L’opera è stata protagonista all’Anfiteatro Catalano di Mendicino nell’ambito della XVIII edizione della rassegna “La Scuola dei Classici”, promossa dalla compagnia Porta Cenere con la direzione artistica di Nat Filice e Mario Massaro.
Lo spettacolo ripercorre la vicenda della giovane siciliana che, a soli diciannove anni, rifiutò il cosiddetto matrimonio riparatore dopo essere stata vittima di un rapimento e di violenze. Una scelta coraggiosa che mise in discussione un sistema culturale e giuridico allora radicato, contribuendo nel tempo a un profondo cambiamento sociale.

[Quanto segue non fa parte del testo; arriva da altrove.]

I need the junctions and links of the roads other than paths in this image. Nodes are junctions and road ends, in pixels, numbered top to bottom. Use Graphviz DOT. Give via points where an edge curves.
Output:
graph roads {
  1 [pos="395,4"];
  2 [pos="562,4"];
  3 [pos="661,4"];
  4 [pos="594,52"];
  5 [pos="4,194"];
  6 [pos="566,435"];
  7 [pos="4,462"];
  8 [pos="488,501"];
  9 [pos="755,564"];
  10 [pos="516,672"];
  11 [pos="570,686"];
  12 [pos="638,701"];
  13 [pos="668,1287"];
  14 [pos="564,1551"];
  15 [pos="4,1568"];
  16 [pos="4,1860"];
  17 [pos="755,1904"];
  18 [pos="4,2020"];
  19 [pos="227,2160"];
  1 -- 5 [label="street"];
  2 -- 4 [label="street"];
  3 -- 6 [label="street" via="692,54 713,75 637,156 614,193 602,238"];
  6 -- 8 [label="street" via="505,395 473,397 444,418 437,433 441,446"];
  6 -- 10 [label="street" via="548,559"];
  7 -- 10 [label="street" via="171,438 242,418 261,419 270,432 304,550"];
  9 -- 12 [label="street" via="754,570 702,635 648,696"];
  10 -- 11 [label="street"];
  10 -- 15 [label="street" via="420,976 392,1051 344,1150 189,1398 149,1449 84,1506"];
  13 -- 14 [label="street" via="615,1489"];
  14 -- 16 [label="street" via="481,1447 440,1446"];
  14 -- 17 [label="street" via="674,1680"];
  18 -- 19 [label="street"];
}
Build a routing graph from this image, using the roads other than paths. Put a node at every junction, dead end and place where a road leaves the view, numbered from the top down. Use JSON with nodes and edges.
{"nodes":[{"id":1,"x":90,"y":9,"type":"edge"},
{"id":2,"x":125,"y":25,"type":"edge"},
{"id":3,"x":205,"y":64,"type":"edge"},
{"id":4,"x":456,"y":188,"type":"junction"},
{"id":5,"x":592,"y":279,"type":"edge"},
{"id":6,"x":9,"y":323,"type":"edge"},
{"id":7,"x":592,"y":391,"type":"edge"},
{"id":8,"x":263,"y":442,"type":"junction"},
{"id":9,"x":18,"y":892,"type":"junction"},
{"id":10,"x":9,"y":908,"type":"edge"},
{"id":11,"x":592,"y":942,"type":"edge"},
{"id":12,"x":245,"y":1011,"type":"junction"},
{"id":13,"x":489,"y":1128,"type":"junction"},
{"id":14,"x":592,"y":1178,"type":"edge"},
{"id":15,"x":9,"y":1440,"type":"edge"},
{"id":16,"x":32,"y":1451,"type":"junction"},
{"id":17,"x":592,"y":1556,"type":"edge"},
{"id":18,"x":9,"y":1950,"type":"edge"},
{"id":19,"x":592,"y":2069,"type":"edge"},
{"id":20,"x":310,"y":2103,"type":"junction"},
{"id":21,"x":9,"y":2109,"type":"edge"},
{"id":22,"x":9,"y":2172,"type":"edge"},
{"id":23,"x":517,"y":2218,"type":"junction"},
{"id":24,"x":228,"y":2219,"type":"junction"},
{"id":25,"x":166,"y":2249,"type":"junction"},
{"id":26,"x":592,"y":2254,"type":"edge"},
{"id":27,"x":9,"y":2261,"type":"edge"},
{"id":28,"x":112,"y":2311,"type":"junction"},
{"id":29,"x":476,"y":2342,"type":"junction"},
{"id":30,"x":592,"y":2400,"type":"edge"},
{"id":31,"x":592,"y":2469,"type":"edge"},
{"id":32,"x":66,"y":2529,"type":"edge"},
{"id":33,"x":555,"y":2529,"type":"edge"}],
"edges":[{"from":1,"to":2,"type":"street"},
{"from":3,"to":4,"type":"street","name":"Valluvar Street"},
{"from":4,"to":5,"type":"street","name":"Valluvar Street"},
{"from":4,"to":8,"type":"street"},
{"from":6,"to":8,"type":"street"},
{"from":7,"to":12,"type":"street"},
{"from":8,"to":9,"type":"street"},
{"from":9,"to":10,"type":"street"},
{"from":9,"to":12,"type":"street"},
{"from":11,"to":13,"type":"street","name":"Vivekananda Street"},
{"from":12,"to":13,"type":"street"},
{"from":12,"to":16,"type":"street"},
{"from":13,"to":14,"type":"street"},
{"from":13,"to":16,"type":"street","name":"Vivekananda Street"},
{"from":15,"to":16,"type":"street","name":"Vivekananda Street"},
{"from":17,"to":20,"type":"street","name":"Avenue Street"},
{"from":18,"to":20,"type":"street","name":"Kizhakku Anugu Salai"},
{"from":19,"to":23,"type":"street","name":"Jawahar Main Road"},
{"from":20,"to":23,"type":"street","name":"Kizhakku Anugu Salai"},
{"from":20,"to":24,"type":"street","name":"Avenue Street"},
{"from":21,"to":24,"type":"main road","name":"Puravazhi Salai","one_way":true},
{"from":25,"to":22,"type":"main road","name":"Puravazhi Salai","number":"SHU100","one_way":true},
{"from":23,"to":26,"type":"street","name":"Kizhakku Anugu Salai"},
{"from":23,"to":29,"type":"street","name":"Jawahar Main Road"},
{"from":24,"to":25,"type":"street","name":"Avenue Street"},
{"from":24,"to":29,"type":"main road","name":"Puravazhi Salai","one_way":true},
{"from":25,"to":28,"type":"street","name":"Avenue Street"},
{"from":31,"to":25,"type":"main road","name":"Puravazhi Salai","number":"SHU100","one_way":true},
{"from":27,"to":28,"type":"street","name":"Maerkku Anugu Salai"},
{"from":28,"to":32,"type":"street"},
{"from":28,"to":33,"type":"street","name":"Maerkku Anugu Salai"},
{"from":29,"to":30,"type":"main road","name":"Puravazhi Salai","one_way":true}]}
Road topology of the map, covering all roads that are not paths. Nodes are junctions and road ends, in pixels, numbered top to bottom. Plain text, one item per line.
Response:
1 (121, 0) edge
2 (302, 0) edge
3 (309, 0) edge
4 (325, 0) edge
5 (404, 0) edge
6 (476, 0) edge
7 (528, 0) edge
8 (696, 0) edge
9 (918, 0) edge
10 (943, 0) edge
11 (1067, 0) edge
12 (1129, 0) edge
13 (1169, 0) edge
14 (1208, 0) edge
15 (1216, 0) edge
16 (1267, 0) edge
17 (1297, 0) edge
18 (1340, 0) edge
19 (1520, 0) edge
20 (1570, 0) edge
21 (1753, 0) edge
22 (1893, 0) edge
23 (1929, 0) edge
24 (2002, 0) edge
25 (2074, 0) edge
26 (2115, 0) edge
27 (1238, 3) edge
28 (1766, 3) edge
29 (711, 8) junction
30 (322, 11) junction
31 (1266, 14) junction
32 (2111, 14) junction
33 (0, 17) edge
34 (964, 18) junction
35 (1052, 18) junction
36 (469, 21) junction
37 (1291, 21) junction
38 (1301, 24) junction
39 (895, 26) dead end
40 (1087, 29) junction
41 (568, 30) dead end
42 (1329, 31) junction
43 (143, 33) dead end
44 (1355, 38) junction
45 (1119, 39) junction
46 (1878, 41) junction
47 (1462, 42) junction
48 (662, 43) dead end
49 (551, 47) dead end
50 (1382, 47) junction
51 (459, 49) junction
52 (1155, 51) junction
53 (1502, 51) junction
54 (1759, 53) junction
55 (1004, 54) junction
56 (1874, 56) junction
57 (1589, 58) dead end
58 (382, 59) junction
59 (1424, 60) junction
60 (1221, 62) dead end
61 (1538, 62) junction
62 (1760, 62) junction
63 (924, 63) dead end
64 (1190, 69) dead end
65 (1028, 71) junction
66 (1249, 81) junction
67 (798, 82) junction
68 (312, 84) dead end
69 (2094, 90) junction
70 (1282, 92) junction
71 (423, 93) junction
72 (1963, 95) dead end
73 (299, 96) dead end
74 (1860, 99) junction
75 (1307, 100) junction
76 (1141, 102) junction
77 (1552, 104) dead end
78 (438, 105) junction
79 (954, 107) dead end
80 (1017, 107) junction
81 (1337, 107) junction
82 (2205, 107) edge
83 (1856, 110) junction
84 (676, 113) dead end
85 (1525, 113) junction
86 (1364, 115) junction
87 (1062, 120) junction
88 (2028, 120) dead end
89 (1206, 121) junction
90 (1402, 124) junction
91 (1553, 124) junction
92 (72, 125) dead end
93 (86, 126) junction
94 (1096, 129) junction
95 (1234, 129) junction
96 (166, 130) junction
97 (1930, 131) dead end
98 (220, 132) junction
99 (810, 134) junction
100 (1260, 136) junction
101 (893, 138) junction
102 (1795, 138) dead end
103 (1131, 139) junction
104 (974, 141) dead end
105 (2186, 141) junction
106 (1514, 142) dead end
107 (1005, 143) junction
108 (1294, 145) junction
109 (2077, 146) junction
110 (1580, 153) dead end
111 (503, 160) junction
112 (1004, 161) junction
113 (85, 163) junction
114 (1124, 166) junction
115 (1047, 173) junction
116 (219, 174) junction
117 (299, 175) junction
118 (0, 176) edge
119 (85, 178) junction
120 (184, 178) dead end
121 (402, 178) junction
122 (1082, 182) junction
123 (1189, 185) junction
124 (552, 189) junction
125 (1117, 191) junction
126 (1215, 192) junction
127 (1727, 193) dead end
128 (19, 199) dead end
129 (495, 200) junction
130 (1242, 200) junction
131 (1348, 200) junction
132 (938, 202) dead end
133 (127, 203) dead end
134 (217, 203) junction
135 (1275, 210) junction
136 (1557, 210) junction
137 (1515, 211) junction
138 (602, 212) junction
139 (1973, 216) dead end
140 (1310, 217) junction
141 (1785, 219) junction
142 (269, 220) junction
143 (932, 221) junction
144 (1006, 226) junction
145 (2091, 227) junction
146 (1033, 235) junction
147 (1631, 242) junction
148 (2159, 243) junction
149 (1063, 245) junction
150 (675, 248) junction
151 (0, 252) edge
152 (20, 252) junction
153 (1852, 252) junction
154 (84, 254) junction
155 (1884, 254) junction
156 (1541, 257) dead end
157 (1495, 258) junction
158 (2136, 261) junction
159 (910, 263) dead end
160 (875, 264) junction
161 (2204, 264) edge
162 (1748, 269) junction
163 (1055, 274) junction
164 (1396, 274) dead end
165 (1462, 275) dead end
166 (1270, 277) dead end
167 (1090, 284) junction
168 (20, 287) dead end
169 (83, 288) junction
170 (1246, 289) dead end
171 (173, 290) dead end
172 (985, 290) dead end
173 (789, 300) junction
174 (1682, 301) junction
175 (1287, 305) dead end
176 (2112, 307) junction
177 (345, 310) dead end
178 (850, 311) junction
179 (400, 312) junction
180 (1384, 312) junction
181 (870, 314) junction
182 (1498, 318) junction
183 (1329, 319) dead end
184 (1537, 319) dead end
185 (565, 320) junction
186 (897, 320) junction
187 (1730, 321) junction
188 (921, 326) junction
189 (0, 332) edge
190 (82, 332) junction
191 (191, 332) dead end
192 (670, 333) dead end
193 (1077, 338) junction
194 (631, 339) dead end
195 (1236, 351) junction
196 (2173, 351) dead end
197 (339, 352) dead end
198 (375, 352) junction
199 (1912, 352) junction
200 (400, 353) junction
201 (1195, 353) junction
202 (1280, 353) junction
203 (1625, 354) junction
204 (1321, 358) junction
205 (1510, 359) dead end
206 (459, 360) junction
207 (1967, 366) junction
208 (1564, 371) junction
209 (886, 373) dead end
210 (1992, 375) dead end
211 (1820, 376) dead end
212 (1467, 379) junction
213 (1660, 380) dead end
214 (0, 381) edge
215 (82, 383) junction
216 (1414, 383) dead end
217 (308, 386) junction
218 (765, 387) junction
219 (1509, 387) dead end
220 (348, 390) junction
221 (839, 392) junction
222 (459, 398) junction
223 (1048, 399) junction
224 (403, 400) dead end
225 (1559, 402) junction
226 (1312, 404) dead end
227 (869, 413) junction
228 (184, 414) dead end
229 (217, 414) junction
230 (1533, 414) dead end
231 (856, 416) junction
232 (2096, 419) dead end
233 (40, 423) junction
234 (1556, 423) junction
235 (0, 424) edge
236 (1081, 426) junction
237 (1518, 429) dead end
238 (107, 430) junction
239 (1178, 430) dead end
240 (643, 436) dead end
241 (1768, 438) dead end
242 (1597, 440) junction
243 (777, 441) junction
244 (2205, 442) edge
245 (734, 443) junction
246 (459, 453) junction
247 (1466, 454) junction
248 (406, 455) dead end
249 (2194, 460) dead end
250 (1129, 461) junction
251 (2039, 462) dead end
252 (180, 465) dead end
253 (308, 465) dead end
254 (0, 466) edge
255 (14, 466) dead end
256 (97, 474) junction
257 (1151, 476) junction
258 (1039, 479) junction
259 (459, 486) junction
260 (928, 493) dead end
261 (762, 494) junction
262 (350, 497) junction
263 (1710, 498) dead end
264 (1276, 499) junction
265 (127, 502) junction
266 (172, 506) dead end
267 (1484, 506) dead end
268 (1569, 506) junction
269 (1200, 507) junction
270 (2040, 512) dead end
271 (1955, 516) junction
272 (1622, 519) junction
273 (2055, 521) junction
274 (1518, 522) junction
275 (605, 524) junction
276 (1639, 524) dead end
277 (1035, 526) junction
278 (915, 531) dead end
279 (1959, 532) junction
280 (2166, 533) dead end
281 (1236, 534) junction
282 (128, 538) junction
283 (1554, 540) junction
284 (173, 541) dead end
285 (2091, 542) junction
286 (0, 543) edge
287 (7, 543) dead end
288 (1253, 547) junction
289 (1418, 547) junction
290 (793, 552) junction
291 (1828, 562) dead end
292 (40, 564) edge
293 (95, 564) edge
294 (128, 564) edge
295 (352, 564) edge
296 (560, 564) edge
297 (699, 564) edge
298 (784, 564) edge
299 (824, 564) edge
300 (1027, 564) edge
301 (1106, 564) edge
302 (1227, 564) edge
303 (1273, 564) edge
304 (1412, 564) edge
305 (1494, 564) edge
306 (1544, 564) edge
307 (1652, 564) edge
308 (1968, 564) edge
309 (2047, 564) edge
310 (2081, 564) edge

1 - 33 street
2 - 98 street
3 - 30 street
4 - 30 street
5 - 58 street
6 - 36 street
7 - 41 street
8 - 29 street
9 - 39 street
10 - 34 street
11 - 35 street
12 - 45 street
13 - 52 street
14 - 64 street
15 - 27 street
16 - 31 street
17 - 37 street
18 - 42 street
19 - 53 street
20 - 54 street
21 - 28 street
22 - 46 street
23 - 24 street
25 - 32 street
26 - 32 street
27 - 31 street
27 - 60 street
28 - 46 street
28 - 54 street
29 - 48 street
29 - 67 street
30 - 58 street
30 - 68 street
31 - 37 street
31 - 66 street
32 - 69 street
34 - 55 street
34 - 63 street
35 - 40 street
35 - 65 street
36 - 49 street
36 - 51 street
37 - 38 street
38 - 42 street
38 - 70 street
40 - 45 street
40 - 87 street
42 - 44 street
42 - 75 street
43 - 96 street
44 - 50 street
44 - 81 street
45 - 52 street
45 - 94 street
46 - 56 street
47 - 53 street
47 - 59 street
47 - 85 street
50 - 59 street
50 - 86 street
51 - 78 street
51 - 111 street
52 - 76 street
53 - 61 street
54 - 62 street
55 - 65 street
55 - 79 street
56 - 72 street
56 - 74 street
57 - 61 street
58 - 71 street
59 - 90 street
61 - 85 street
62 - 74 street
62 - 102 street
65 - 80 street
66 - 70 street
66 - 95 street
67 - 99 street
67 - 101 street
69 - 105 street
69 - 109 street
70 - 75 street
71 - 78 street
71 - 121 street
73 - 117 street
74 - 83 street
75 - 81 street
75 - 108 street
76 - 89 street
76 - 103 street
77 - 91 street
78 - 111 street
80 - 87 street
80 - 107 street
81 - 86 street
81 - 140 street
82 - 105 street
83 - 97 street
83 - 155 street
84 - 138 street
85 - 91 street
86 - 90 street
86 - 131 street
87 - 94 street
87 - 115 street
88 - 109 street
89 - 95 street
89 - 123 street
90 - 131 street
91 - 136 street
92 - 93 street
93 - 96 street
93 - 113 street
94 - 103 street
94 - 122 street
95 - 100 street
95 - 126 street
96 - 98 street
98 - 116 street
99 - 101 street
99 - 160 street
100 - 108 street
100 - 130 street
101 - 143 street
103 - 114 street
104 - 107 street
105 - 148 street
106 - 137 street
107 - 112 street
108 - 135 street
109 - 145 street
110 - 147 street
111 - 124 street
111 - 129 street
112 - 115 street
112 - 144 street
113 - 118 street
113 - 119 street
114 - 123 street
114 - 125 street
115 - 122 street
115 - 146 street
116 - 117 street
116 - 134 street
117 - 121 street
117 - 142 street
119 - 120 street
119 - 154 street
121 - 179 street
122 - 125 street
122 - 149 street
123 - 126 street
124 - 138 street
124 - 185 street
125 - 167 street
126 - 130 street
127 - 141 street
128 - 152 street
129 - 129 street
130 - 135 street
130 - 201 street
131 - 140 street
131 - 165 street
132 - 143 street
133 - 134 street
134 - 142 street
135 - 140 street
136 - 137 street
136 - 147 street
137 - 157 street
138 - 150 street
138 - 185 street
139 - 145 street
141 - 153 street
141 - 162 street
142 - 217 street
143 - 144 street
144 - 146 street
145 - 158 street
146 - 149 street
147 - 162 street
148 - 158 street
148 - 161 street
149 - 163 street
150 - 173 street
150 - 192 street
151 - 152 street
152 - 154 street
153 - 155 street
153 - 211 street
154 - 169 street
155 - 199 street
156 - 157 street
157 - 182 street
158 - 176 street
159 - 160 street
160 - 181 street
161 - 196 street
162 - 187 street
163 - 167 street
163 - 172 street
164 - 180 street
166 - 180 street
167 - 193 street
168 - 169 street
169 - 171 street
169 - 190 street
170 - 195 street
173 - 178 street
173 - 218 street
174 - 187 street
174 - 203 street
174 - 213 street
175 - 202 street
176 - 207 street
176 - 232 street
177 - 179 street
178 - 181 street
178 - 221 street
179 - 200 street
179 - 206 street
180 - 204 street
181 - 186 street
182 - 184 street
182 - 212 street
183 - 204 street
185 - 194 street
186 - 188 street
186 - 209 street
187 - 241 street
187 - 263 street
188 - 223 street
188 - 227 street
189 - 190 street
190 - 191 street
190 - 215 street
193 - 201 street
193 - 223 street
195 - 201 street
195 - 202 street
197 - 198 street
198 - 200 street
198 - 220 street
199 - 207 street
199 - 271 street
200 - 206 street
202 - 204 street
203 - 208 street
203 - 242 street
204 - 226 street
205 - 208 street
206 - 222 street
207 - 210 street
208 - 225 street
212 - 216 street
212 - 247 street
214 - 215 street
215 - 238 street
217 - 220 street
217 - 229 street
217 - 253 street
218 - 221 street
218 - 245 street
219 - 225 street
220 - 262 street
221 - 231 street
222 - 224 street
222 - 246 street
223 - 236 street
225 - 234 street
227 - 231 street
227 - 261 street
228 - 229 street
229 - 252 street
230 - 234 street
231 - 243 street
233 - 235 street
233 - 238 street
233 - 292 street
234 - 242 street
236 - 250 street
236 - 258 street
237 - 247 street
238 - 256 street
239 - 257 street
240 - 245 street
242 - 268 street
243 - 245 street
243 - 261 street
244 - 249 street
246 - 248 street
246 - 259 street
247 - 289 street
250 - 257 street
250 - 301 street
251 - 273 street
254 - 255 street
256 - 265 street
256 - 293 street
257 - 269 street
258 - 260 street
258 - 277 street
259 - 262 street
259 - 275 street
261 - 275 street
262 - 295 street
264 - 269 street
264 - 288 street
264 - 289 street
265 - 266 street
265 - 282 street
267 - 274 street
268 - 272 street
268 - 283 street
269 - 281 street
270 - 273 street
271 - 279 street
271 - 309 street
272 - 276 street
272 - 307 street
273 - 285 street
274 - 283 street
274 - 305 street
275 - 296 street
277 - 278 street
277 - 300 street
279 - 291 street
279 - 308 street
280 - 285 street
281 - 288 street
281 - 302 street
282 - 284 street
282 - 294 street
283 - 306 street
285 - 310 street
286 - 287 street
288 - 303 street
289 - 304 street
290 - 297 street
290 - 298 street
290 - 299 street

«Questo testo nasce dal desiderio di far conoscere una storia che molte donne oggi non conoscono», ha spiegato l’autrice Ludovica Costantini. «Non voleva essere un manifesto femminista, ma un modo per raccontare da dove arrivano alcune delle battaglie che ancora oggi vengono combattute. Con la vicenda di Franca Viola sono cambiate leggi fondamentali per il nostro Paese».
Paola Quattrini ha raccontato di essere rimasta colpita fin dalla prima lettura del testo. «Mi è piaciuto subito», ha affermato l’attrice, che sul palco dà voce a una giovane donna capace di opporsi a una mentalità che sembrava immutabile. «Franca era una donna fortissima. Aveva soltanto diciannove anni ma possedeva una determinazione straordinaria. Sono questi i personaggi che amo interpretare: donne che hanno carattere, che trovano la forza di andare avanti nonostante tutto».
L’attrice ha inoltre sottolineato il valore civile del teatro e la responsabilità che accompagna il racconto di storie così significative. «Ogni volta che si racconta qualcosa al pubblico c’è una responsabilità. Spero di essere riuscita a trasmettere questa storia con chiarezza e con l’emozione giusta. Perché il teatro deve arrivare alle persone».
Per Quattrini, la vicenda di Franca Viola mantiene ancora oggi una forte attualità. «Questa non è una storia passata. Le violenze sulle donne continuano a esistere. Continuiamo a leggere fatti drammatici ogni giorno. Per questo raccontare Franca Viola è ancora necessario».
La rappresentazione si inserisce nel programma della XVIII edizione de “La Scuola dei Classici”, in corso fino al 20 giugno 2026. La manifestazione, patrocinata dalla Città di Mendicino e cofinanziata dalla Regione Calabria attraverso il Dipartimento “La Calabria che incanta” nell’ambito del Programma Operativo Complementare (POC) 2014-2020, coinvolge diversi luoghi simbolo del territorio tra teatro, cultura e valorizzazione del patrimonio locale.
In questo contesto, “Il potere di un no” si conferma non soltanto come uno spettacolo teatrale, ma come un invito alla riflessione civile. Il racconto di una scelta individuale che, trasformandosi in esempio collettivo, ha contribuito a cambiare la storia dei diritti in Italia.